-- EXERCISE MATERIAL follows --

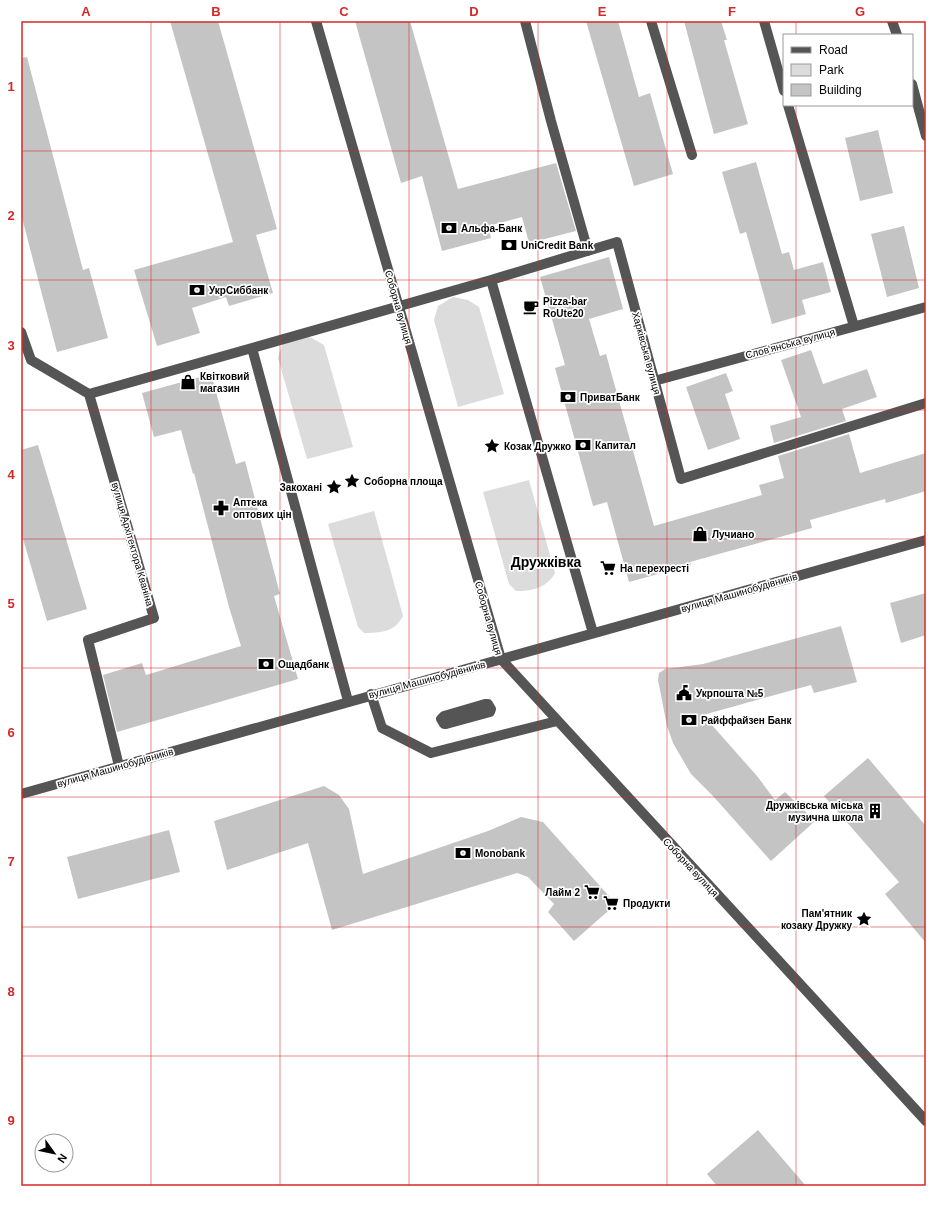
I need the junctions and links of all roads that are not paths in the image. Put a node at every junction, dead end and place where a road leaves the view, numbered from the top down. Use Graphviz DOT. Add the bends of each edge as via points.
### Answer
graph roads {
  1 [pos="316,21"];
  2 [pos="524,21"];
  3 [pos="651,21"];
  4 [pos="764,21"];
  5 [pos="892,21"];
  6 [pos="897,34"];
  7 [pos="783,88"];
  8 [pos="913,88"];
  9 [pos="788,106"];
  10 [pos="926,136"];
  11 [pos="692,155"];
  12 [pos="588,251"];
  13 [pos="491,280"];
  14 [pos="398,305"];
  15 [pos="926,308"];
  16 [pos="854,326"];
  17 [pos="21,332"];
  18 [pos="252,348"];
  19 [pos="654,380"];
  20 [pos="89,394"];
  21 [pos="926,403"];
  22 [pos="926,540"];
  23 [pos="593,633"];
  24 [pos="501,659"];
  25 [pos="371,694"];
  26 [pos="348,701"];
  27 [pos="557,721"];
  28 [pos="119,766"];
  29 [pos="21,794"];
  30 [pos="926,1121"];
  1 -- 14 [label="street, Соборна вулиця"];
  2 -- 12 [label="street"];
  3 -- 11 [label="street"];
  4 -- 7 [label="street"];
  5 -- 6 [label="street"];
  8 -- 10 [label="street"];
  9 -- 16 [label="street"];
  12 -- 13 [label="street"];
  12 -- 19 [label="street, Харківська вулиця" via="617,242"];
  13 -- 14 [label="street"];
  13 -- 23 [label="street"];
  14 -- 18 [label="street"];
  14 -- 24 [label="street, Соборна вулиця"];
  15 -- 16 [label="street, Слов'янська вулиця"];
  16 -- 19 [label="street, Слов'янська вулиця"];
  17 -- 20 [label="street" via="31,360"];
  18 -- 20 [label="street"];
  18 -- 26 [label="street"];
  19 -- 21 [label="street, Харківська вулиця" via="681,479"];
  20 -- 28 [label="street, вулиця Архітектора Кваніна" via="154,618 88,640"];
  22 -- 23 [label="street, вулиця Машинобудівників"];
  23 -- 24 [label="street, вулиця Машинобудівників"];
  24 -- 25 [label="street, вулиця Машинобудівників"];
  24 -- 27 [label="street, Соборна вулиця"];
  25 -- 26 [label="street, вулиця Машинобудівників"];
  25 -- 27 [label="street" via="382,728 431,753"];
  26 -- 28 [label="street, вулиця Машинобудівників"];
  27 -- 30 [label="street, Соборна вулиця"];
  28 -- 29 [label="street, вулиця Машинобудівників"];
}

-- EXERCISE MATERIAL concluded --

- _TASK ITEM_
Every line of the data above that contains the word "янська" should be counted; please give the total alone.

- _TASK OUTPUT_
2